(Brief):
Reply with one number: the count of lines in the records below that hold "Right".

++++ Material provided ++++

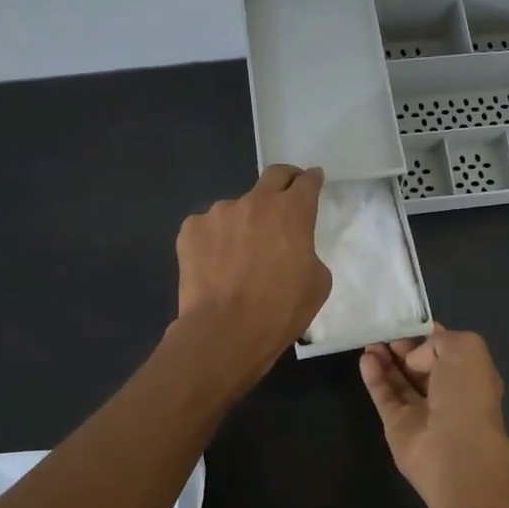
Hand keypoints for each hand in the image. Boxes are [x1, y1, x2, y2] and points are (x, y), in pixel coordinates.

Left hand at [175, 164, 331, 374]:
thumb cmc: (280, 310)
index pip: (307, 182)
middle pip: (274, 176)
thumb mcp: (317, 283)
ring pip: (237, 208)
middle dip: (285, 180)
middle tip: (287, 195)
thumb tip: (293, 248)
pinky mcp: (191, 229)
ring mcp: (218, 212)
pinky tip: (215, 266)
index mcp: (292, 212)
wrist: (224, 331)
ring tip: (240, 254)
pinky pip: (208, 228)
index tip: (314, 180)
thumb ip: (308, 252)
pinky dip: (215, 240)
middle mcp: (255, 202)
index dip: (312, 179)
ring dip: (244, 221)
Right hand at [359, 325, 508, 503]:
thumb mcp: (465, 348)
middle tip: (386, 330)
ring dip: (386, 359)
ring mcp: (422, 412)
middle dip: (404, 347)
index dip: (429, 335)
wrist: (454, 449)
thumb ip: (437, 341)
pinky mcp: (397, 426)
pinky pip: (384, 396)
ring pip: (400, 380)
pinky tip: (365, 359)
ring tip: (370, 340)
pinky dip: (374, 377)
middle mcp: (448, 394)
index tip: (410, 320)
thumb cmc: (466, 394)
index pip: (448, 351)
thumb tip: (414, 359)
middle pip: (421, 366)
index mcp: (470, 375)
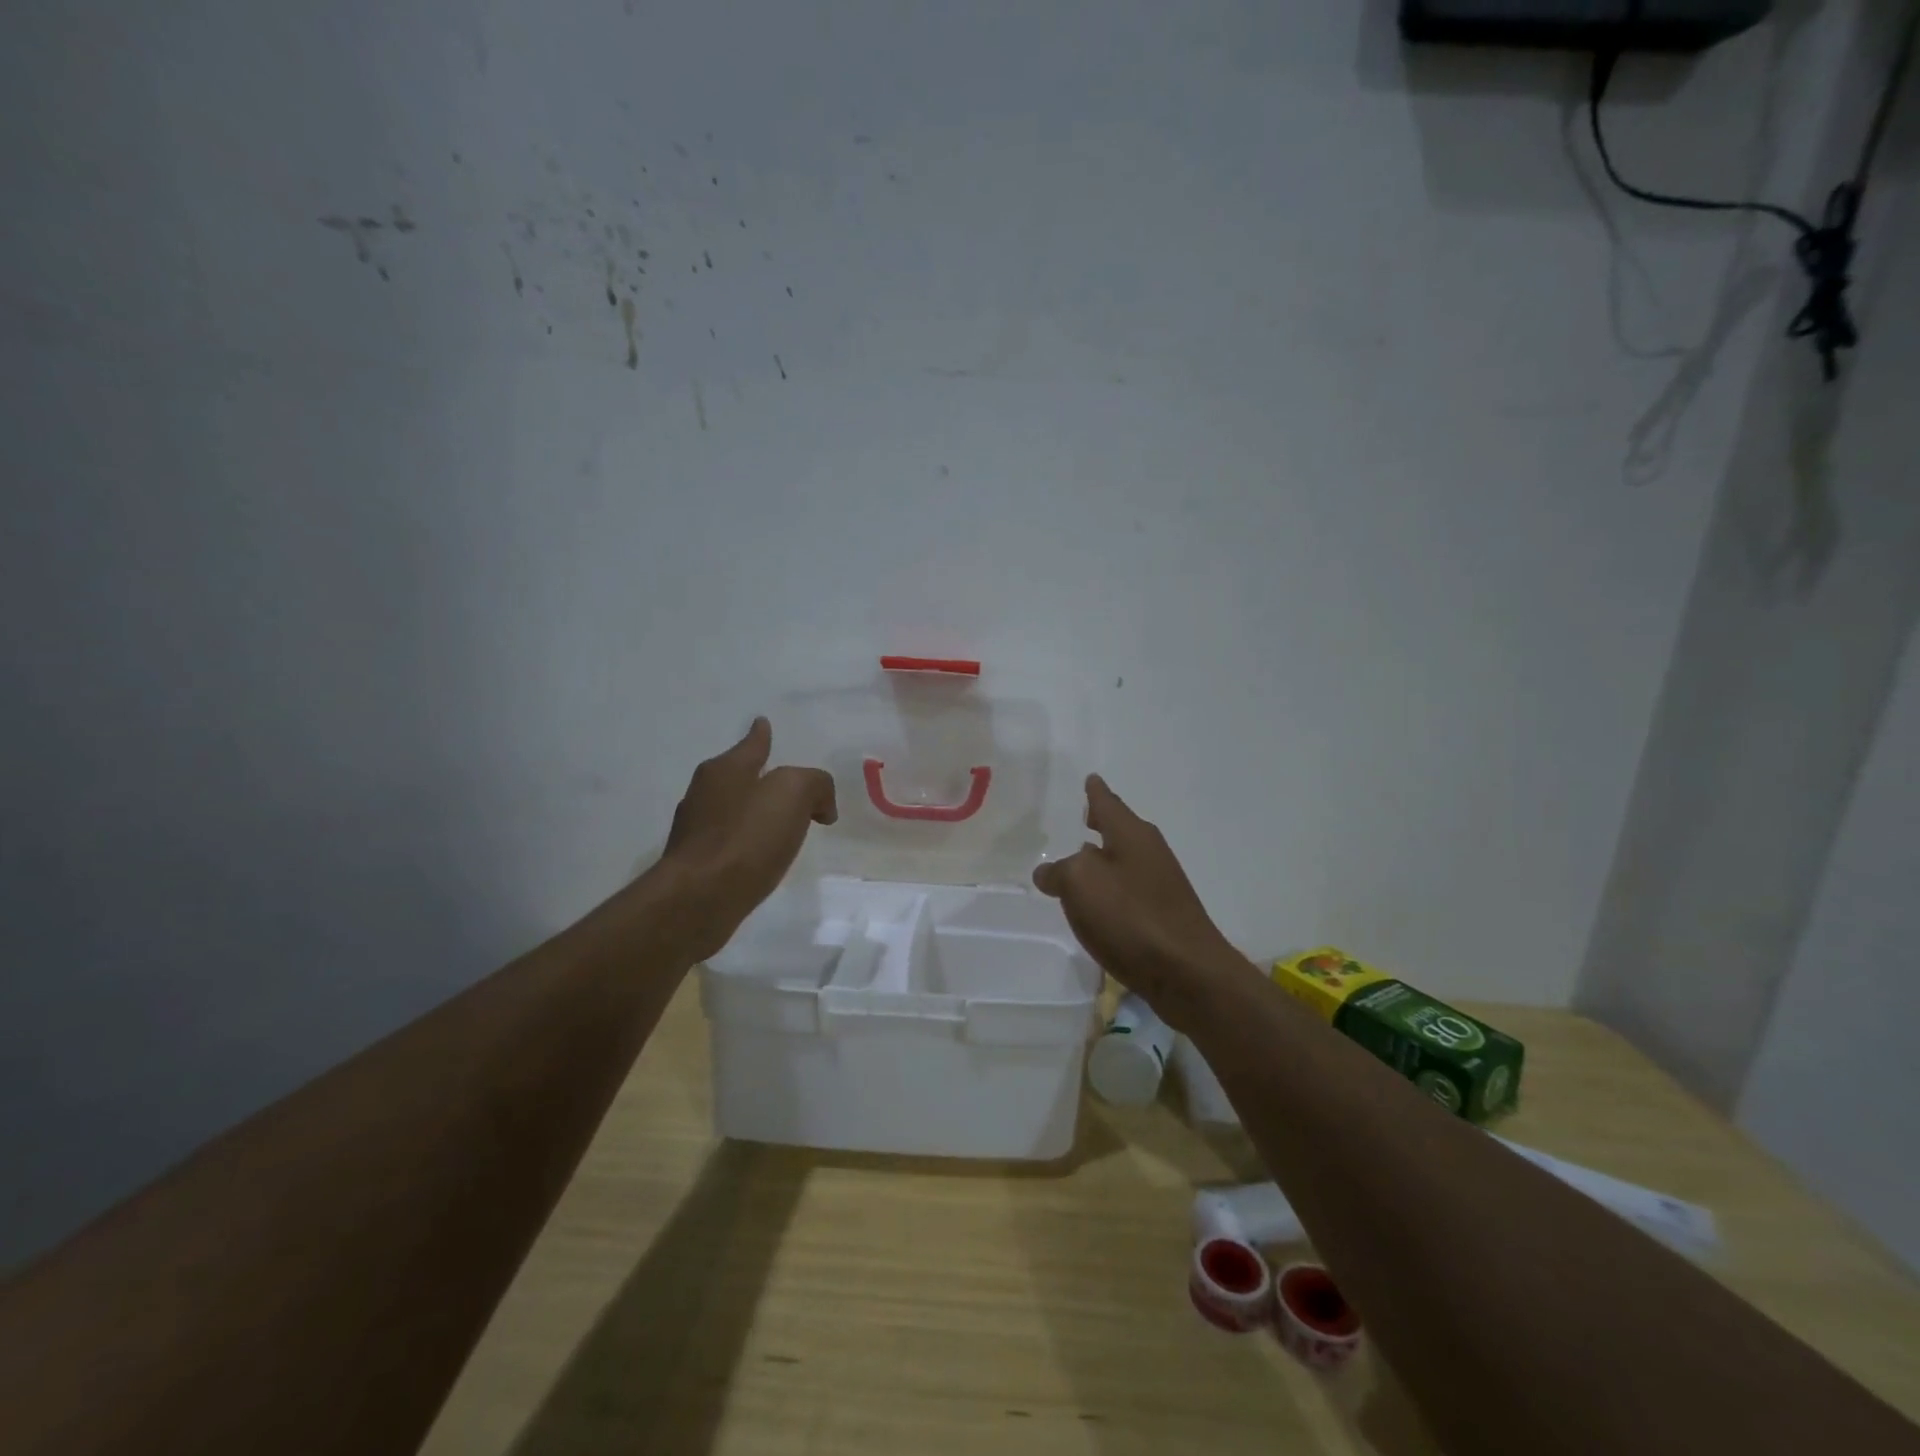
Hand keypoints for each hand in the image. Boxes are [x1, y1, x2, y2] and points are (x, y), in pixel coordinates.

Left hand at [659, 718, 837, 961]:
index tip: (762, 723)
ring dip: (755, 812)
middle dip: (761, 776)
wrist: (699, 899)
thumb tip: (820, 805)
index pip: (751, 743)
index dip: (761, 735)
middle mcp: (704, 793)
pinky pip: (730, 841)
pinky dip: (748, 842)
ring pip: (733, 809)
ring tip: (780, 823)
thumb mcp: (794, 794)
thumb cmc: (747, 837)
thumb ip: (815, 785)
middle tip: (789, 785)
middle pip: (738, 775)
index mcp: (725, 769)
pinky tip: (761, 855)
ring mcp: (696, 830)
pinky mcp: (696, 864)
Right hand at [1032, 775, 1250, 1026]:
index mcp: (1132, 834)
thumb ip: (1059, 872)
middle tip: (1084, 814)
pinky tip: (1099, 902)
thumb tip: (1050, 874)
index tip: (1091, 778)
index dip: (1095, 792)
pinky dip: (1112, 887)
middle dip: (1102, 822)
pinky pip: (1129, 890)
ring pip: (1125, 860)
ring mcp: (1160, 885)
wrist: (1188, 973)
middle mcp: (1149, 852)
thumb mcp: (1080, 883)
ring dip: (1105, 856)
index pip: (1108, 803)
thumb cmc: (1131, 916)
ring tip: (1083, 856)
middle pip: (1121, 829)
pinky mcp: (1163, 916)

++++
++++ Material provided ++++

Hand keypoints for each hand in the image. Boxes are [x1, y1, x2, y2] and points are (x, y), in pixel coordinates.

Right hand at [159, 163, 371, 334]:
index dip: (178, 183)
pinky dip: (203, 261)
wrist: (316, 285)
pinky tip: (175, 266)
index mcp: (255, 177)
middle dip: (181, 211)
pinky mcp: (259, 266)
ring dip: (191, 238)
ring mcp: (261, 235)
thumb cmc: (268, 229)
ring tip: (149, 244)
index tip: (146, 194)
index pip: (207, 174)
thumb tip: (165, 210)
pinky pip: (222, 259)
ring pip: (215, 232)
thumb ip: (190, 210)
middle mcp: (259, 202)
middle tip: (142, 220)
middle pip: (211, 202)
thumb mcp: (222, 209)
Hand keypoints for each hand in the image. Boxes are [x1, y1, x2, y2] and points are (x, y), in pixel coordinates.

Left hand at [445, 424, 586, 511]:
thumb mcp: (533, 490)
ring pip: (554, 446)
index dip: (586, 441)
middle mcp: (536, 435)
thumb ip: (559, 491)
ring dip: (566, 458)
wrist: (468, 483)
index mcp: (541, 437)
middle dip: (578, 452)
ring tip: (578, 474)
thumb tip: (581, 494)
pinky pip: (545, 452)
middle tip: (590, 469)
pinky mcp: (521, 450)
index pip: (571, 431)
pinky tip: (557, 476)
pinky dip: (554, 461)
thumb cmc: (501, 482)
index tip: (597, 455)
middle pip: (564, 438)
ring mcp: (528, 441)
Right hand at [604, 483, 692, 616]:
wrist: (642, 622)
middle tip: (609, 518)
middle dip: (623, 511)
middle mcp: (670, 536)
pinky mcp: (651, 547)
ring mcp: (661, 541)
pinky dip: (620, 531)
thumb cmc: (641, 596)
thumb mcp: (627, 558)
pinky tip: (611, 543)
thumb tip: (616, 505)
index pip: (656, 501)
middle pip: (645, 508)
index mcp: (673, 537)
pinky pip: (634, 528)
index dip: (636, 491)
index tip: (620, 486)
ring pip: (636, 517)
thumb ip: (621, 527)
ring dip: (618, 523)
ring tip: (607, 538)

++++

(Response area):
4